The values of the convective heat transfer coefficients corresponding to the values of the body temperature and ambient temperature differences and flow rates.

Dependencies

To use this parameter, set the Parameterization parameter to Tabulated convection and fin efficiency, and for the Convection parameter , the value Forced - specify flow speed.

Vector of convective heat transfer coefficients, h — vector of convective heat transfer coefficients
[5.0, 10.0, 15.0, 20.0, 25.0, 30.0] W/(m2*K) (default) | vector of positive scalars

Coefficients of convective heat transfer. This parameter depends on the temperature difference caused by natural convection and the fluid flow velocity caused by forced convection. The values of this parameter must be positive and strictly increasing.

Dependencies

To use this parameter, set the Parameterization parameter to Tabulated convection and fin efficiency.

Corresponding fin efficiency (percent), eff_TLU(h) are the efficiency coefficients of the rib corresponding to the coefficients of heat transfer
[96.97, 94.16, 91.53, 89.08, 86.78, 84.62] ( by default) | vector of positive scalars

The efficiency coefficients of the rib, in percentages, corresponding to the coefficients of convective heat transfer. The efficiency coefficient of a rib is the ratio of the actual amount of heat dissipated by the rib to the amount of heat it would dissipate if its entire surface were at body temperature. This value depends on the geometry of the rib and its thermal conductivity.

Dependencies

To use this parameter, set the Parameterization parameter to Tabulated convection and fin efficiency.
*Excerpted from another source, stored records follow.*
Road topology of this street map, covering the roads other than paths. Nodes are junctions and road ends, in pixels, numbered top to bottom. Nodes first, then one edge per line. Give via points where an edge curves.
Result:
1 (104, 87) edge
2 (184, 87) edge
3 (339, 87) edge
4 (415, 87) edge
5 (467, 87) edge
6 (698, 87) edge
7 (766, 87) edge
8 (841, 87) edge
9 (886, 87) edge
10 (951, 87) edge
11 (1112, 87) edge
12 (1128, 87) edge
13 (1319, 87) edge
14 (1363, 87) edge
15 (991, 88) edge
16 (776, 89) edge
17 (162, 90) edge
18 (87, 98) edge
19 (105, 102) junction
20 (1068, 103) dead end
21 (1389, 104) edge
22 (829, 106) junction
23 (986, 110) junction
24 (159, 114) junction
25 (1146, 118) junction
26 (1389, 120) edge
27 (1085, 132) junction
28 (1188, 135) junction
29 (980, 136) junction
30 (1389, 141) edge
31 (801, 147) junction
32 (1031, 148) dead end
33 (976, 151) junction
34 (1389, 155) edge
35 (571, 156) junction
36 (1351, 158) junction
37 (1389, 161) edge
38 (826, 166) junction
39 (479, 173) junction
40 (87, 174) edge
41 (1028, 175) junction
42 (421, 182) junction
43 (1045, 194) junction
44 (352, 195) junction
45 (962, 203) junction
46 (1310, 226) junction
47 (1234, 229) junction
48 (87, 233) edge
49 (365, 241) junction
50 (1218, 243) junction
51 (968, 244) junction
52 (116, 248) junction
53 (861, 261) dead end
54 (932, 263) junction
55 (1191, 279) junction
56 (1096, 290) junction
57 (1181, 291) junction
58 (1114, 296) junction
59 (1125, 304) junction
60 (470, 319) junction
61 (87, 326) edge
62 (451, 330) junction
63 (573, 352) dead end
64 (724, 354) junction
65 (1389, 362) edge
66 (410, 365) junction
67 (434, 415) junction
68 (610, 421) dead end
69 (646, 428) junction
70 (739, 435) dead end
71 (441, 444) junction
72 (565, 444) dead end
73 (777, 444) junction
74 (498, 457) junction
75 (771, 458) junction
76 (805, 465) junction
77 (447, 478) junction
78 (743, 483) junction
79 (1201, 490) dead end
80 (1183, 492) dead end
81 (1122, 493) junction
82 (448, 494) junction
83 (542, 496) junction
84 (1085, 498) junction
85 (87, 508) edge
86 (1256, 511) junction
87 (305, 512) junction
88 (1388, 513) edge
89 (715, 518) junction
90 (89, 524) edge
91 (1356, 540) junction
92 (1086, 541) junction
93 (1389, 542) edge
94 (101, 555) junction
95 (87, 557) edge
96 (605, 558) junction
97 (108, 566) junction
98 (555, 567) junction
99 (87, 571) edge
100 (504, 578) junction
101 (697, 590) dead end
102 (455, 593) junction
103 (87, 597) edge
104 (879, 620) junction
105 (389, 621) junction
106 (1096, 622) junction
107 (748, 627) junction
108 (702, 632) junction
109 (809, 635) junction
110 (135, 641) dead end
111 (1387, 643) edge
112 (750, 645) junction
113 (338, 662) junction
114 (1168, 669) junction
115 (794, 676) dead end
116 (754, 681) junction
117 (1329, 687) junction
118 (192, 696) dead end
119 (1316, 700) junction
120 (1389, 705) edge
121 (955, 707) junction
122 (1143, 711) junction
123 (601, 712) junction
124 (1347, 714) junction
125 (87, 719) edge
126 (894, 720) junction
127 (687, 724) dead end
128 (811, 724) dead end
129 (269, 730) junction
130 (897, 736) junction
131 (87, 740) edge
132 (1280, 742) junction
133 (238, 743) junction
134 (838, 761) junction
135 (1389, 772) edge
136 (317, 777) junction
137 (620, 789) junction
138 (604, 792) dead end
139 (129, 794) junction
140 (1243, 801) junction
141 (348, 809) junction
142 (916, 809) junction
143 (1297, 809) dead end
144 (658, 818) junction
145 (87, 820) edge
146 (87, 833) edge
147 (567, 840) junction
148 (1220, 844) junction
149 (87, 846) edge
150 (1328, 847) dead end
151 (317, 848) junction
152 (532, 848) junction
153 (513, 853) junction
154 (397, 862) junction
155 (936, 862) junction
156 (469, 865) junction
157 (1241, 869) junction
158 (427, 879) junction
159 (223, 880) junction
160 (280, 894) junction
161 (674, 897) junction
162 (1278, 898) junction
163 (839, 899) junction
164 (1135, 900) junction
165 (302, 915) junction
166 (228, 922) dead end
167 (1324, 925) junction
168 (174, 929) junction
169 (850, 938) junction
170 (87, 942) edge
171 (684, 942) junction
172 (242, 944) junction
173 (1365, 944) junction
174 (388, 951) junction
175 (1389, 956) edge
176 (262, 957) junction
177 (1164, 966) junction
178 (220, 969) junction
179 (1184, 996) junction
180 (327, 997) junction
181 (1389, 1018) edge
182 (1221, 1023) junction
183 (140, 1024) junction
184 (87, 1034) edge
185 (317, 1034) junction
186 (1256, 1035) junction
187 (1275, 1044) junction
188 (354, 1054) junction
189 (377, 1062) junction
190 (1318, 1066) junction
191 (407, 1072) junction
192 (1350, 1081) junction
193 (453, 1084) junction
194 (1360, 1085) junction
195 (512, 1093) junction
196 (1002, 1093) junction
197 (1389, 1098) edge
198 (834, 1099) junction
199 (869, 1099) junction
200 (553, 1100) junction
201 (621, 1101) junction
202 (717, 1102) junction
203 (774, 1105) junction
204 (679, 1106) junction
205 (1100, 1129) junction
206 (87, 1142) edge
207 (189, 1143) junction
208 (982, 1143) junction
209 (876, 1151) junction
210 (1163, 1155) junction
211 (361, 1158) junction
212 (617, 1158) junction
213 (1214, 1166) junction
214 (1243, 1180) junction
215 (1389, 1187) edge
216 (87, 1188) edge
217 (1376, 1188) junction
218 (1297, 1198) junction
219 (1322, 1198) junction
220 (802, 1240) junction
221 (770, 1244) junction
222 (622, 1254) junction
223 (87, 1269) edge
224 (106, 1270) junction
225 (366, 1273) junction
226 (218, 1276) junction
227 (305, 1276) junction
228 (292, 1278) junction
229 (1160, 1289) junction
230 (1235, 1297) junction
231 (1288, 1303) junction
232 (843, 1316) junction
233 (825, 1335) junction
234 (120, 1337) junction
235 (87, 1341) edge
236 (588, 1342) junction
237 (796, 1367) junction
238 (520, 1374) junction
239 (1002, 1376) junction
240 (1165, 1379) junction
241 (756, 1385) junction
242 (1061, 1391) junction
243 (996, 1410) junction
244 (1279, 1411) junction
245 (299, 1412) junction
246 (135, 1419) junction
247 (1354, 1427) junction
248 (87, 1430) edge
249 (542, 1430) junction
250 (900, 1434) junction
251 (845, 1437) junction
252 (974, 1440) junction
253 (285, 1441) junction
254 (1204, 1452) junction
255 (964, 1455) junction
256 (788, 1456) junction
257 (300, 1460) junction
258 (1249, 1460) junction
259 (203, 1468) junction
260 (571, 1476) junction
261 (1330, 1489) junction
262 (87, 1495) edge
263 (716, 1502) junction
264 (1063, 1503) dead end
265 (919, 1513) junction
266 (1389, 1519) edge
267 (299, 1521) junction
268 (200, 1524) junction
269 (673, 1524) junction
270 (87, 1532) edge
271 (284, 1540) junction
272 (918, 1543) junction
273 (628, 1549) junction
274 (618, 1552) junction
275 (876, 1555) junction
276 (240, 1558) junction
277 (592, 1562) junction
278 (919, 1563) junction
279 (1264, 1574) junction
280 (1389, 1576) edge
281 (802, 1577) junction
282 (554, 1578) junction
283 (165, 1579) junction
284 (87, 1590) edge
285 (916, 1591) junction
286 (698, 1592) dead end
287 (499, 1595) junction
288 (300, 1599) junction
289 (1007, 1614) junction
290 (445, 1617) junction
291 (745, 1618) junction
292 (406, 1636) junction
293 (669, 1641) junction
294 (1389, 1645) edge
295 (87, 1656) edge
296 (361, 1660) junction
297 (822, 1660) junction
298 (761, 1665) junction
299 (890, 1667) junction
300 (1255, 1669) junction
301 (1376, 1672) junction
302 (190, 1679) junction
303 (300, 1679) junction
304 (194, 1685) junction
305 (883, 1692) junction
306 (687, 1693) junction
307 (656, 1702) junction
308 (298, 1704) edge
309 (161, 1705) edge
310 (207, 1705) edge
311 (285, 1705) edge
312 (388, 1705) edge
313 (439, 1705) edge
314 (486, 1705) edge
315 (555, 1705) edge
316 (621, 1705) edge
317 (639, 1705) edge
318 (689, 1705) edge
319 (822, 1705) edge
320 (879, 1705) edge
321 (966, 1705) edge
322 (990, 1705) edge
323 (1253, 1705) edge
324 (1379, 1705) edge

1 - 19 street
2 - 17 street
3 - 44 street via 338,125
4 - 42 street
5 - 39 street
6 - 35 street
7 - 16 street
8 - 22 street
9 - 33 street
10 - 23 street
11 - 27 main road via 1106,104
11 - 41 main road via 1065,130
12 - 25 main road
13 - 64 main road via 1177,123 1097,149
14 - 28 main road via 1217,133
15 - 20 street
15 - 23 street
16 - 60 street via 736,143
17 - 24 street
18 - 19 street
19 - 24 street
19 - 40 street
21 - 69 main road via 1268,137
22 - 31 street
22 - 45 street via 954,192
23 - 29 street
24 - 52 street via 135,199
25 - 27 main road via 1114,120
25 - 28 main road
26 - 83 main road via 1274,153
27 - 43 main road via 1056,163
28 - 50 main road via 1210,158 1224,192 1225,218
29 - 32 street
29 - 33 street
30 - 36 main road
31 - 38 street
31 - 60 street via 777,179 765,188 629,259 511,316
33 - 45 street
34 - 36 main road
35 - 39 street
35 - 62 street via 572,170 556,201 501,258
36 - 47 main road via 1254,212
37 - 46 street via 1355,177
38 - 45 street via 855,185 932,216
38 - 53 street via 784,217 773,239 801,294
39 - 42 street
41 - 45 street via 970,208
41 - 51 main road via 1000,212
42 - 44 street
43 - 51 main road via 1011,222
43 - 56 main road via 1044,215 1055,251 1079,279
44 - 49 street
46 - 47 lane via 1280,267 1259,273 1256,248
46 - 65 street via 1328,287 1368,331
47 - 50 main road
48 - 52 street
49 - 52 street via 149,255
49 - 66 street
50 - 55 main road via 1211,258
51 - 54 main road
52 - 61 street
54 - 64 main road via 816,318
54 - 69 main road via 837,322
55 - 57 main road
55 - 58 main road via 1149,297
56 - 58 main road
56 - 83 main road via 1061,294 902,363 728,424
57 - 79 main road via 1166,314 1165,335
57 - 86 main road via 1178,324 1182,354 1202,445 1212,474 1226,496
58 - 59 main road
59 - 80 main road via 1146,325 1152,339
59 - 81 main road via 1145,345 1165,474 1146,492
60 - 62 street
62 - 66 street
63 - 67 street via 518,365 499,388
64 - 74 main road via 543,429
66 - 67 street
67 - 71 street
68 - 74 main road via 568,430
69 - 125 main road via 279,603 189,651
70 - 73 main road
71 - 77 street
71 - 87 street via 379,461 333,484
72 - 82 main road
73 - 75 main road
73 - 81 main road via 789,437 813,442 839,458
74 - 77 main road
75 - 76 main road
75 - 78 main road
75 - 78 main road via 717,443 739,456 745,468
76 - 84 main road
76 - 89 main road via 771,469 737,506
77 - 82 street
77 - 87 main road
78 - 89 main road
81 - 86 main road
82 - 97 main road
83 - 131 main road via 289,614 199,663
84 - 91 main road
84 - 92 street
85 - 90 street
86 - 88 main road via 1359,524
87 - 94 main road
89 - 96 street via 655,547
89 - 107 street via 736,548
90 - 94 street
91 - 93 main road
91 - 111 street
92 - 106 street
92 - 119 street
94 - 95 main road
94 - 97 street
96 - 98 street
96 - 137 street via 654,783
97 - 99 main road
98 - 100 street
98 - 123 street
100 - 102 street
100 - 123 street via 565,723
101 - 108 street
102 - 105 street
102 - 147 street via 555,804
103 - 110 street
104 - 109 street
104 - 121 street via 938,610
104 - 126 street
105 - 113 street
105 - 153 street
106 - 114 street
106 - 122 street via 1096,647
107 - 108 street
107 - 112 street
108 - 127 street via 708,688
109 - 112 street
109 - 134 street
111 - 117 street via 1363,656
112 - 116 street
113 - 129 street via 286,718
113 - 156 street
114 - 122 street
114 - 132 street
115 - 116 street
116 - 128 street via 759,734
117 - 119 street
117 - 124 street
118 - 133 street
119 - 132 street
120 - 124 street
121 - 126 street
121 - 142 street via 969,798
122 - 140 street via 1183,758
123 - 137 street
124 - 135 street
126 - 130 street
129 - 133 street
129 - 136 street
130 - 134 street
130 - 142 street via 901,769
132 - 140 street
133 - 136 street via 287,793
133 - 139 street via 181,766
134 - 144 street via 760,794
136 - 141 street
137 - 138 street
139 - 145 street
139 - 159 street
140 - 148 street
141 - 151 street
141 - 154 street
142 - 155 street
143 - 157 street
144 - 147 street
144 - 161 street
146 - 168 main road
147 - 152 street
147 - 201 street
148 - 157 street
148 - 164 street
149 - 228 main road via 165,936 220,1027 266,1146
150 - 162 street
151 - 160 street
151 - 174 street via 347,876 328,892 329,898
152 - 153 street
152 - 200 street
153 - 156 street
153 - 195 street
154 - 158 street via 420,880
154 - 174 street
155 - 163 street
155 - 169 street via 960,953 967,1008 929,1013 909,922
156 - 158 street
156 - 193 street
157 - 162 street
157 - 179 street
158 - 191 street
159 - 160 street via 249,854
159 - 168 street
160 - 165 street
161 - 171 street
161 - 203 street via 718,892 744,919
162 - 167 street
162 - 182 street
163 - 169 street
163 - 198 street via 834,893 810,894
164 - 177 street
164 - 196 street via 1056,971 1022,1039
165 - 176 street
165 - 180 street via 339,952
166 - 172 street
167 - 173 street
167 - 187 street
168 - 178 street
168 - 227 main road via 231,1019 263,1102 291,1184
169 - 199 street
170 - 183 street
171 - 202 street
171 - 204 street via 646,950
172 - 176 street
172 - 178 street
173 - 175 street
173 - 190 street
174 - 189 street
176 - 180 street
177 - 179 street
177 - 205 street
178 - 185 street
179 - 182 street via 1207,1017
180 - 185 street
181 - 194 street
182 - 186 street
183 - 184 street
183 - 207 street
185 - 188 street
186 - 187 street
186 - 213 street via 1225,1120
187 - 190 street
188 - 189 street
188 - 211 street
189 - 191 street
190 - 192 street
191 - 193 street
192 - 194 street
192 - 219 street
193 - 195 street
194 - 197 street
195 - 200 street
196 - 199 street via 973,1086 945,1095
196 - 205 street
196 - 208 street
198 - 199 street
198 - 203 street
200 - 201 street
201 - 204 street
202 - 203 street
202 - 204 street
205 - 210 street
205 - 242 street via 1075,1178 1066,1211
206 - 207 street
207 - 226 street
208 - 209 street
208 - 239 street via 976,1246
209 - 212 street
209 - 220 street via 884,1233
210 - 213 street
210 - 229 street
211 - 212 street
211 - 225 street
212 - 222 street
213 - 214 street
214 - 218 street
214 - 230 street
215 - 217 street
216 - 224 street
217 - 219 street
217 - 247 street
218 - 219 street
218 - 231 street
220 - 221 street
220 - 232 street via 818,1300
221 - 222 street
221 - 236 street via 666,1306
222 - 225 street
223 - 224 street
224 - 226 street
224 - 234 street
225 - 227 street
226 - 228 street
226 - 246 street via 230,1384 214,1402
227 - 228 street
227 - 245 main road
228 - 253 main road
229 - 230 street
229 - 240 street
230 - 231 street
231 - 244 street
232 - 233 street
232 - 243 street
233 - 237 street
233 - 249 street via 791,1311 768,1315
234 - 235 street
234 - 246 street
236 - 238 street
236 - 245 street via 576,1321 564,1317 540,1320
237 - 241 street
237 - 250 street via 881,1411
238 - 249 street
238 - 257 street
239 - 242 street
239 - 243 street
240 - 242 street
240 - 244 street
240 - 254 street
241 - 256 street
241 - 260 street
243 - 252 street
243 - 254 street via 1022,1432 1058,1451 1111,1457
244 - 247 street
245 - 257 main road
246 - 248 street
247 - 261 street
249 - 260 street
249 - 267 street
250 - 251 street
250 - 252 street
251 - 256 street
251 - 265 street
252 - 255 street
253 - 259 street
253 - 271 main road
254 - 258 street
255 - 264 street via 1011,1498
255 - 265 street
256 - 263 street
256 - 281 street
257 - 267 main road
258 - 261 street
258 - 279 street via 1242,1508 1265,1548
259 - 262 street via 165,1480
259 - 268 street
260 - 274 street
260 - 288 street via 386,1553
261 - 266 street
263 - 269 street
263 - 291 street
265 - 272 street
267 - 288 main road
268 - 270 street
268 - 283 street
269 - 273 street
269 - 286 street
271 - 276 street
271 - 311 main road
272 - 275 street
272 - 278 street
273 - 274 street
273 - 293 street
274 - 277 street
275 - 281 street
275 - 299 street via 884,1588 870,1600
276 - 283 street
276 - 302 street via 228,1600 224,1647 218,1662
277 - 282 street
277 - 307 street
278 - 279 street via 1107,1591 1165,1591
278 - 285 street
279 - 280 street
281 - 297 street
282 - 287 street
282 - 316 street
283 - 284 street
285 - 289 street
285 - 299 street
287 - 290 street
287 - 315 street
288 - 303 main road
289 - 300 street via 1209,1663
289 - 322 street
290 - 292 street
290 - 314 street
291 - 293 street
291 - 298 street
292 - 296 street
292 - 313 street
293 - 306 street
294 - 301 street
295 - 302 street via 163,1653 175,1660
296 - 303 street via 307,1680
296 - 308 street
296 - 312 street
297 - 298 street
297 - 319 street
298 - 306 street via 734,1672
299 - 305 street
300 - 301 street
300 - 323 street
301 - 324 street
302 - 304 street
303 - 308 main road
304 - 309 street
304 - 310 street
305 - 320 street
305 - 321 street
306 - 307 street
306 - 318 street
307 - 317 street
Total heat exchange surface area — total heat exchange surface area
0.1171 m2 (default) | positive scalar

The total surface area of the heat exchange.

Dependencies

To use this parameter, set the Parameterization parameter to Tabulated convection and fin efficiency.

Fluid Properties

To use this parameter group, set the Parameterization parameter to Assume rectangular parallel fins.

Fluid kinematic viscosity — kinematic viscosity of the liquid
1.51e-05 m2/s(default) | positive scalar

Kinematic viscosity of a liquid.

Dependencies

To use this parameter, set the Parameterization parameter to Assume rectangular parallel fins.

Fluid thermal diffusivity — thermal conductivity of the liquid
2.07e-05 m2/s(default) | positive scalar

Thermal conductivity of the liquid.

Dependencies

To use this parameter, set the Parameterization parameter to Assume rectangular parallel fins.

Fluid thermal conductivity — thermal conductivity of the liquid
0.025 W/(m*K) (default) | positive scalar

Thermal conductivity of the liquid.

Dependencies

To use this parameter, set the Parameterization parameter to Assume rectangular parallel fins.

Fluid coefficient of volume thermal expansion — coefficient of thermal expansion of the liquid
0.0033 1/K (default) | positive scalar

Coefficient of thermal expansion of the liquid.

Dependencies

To use this parameter, set the Parameterization parameter to Assume rectangular parallel fins.

Dynamics

Heatsink mass — radiator mass
0.35 kg (default) | positive scalar

Radiator weight.

Heatsink specific heat — specific heat capacity of the radiator
437.0 J/(K*kg) (default) | positive scalar

Specific heat capacity of the radiator.

  1. Churchill, Stuart W.; Chu, Humbert H.S. Correlating equations for laminar and turbulent free convection from a vertical plate. International Journal of Heat and Mass Transfer (November 1975): 1323-1329.

  2. Teertstra, P., Yovanovich, M.M., and Culham, J.R. Analytical Forced Convection Modeling of Plate Fin Heat Sinks. Proceedings of 15th IEEE Semi-Therm Symposium (1999): pp. 34-41.